Experimental code supporting the results presented in the scientific research paper:
Thibaut Théate and Damien Ernst. "Risk-Sensitive Policy with Distributional Reinforcement Learning." (2022). [arxiv]
The dependencies are listed in the text file "requirements.txt":
- Python 3.7.7
- Pytorch
- Tensorboard
- Gym
- Umnn
- Numpy
- Pandas
- Matplotlib
- Scipy
- Tqdm
Training and testing a chosen (risk-sensitive) RL algorithm for the control problem of a chosen environment is performed by running the following command:
python main.py -algorithm ALGORITHM -environment ENVIRONMENT
with:
- ALGORITHM being the name of the algorithm (by default UMDQN_C),
- ENVIRONMENT being the name of the environment (by default RiskyEnvironment).

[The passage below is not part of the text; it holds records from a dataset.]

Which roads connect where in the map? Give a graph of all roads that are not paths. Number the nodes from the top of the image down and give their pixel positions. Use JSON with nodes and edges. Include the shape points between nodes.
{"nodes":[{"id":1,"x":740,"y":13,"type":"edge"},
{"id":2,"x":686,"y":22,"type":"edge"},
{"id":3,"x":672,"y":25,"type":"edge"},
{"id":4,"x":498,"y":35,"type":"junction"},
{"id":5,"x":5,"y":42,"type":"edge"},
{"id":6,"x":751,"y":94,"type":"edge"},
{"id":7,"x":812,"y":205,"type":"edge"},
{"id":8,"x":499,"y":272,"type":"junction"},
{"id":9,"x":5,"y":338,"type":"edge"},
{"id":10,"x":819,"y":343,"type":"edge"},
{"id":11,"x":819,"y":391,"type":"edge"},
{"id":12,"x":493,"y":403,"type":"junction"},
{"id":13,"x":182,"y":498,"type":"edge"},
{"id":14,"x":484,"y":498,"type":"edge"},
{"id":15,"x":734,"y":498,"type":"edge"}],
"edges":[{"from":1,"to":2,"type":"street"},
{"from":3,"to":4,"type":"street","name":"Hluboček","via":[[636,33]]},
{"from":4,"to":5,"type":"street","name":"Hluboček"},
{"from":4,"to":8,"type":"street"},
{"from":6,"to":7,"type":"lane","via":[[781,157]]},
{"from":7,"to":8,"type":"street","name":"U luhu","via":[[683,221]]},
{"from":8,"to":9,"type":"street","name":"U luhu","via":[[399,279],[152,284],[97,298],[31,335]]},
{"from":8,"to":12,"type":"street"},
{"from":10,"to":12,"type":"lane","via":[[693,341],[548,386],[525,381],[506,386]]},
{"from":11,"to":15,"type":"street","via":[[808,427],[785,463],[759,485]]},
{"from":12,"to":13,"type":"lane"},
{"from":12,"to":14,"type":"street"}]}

The RL algorithms supported are:
- DQN,
- UMDQN_C.
The benchmark environments supported are:
- RiskyRewards,
- RiskyTransitions,
- RiskyEnvironment.
Additionally, the number of episodes for training the DRL algorithm may also be specified by the user through the argument "-episodes". The parameters of the DRL algorithms can be set with the argument "-parameters" and by providing the name of the .json file containing these parameters within the "Parameters" folder.
For more advanced tests and manipulations, please directly refer to the code itself.
If you make use of this experimental code, please cite the associated research paper:
@inproceedings{Theate2022,
title={Risk-Sensitive Policy with Distributional Reinforcement Learning},
author={Thibaut Théate and Damien Ernst},
year={2022}
}